===== The data =====

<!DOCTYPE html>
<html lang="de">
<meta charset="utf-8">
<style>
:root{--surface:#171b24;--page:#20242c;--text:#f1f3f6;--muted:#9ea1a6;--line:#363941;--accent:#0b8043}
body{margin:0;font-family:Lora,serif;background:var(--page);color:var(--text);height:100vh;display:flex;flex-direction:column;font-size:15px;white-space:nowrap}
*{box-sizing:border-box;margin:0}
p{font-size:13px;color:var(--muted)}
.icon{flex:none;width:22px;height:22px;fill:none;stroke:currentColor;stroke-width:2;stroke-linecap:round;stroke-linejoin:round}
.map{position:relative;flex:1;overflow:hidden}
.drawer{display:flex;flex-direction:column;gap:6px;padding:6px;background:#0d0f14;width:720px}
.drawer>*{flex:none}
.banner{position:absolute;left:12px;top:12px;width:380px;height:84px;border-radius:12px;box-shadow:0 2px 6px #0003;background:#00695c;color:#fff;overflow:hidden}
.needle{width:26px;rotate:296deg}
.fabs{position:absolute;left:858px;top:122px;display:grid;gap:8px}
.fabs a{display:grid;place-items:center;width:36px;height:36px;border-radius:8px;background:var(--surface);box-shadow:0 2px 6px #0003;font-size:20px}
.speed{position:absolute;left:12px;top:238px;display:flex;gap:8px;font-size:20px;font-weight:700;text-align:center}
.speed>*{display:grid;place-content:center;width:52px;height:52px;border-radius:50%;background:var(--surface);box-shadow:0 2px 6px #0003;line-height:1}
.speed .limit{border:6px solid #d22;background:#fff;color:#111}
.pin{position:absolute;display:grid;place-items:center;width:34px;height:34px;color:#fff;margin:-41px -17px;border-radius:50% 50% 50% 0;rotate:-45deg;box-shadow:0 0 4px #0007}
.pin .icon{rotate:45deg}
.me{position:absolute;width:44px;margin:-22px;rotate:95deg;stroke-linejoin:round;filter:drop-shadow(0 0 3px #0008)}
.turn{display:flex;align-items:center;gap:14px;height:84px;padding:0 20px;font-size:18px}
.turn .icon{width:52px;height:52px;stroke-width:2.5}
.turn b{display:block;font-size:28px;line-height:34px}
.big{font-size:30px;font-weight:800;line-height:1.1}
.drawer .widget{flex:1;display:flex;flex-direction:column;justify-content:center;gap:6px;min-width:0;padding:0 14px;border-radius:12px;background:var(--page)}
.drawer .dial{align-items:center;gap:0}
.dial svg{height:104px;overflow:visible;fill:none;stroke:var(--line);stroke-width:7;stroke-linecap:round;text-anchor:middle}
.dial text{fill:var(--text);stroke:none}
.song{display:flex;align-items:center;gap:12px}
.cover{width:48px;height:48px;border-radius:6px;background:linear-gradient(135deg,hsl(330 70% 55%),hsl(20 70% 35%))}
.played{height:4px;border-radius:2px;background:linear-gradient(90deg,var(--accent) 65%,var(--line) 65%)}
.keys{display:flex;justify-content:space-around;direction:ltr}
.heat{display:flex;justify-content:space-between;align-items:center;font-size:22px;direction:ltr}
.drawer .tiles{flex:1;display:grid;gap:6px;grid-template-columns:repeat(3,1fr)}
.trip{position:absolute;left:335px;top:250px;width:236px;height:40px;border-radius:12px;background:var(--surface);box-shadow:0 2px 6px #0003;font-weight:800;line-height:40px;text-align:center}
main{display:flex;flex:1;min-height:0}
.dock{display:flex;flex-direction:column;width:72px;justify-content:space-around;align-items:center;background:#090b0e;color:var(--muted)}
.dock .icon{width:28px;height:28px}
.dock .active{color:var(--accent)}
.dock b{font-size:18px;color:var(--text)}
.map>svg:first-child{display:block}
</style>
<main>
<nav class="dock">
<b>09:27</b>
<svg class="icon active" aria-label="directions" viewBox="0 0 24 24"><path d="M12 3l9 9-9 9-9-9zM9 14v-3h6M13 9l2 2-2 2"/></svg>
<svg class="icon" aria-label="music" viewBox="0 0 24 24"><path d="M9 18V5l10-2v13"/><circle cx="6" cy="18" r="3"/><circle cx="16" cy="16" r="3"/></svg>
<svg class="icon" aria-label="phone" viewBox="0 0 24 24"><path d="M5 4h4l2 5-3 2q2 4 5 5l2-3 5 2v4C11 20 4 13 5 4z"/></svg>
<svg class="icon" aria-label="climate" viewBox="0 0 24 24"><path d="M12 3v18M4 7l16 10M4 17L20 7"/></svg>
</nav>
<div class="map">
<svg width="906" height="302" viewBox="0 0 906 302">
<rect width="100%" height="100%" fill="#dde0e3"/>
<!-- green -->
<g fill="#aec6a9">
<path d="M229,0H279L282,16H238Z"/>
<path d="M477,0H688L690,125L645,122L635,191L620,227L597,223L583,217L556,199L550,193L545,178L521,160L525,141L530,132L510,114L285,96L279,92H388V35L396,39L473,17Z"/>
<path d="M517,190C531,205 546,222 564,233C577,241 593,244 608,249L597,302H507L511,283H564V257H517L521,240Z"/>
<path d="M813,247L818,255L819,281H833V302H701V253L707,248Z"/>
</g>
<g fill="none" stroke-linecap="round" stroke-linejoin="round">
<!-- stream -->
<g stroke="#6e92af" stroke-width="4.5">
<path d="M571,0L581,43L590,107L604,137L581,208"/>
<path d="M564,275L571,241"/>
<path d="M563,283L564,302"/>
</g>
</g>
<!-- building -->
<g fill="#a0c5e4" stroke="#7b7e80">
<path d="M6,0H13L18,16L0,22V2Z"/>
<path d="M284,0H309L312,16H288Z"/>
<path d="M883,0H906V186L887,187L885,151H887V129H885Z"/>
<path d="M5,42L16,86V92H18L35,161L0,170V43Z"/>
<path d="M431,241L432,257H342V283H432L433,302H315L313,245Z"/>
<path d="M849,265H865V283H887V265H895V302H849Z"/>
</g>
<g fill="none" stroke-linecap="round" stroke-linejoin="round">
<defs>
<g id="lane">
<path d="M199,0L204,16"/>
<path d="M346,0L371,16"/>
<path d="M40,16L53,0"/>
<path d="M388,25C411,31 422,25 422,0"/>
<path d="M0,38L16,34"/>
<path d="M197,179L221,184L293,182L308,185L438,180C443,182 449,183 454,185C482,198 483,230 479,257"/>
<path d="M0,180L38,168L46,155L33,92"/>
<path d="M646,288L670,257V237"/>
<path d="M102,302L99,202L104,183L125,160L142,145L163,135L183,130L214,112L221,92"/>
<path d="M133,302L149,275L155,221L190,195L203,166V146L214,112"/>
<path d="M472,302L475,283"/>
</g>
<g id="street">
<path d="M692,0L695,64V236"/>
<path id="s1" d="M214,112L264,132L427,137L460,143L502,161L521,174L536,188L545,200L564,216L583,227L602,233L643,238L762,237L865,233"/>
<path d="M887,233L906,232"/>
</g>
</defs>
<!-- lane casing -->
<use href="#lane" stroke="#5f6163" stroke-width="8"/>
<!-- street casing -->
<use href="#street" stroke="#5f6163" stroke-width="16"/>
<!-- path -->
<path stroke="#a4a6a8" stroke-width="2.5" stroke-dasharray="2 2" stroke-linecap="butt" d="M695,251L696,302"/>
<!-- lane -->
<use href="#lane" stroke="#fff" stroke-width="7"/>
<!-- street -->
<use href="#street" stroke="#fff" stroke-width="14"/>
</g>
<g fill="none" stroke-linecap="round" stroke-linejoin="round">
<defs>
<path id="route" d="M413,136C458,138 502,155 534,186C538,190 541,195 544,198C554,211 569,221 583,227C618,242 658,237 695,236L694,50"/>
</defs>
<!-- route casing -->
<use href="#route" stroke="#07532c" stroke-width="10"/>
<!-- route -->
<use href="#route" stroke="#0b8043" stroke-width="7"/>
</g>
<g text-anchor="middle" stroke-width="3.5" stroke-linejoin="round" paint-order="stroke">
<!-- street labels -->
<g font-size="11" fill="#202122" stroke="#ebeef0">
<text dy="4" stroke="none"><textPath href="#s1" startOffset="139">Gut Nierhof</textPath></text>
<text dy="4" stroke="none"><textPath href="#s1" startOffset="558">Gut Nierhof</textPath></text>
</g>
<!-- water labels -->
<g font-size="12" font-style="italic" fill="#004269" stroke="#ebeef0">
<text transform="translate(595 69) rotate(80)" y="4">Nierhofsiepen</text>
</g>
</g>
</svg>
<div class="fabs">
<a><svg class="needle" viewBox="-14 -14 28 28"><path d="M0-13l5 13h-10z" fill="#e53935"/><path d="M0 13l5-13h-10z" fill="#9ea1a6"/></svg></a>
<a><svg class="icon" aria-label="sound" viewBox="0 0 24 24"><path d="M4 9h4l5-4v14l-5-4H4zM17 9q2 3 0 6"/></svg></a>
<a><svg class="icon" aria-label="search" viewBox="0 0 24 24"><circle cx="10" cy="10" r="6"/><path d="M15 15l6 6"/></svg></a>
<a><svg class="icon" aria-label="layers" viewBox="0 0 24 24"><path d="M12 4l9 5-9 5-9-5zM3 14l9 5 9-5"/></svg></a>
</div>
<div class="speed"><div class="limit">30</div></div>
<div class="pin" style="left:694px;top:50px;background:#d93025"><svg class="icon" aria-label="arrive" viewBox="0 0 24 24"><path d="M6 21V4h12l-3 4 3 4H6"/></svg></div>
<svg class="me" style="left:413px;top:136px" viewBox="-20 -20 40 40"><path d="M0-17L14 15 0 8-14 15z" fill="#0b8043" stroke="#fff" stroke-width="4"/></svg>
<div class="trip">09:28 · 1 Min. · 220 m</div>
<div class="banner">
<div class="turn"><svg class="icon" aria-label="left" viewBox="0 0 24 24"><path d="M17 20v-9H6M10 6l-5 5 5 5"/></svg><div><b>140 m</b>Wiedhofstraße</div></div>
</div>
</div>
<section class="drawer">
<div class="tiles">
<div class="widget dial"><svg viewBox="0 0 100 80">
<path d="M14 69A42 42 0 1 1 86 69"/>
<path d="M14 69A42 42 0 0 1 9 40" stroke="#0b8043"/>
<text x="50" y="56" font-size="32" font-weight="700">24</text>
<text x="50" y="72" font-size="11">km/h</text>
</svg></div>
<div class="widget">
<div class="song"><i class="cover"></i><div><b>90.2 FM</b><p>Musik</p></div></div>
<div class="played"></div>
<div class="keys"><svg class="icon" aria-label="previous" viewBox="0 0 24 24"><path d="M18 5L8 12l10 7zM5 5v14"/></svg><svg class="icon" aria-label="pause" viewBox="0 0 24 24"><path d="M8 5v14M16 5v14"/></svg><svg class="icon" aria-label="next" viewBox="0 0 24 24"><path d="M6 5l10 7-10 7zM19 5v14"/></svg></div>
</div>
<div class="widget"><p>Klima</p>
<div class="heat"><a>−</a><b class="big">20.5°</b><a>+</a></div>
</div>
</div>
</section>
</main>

=====

● **Try it**: Take every line of the material that contains the word "gradient", and copy it.

● **Exercise response**:
.cover{width:48px;height:48px;border-radius:6px;background:linear-gradient(135deg,hsl(330 70% 55%),hsl(20 70% 35%))}
.played{height:4px;border-radius:2px;background:linear-gradient(90deg,var(--accent) 65%,var(--line) 65%)}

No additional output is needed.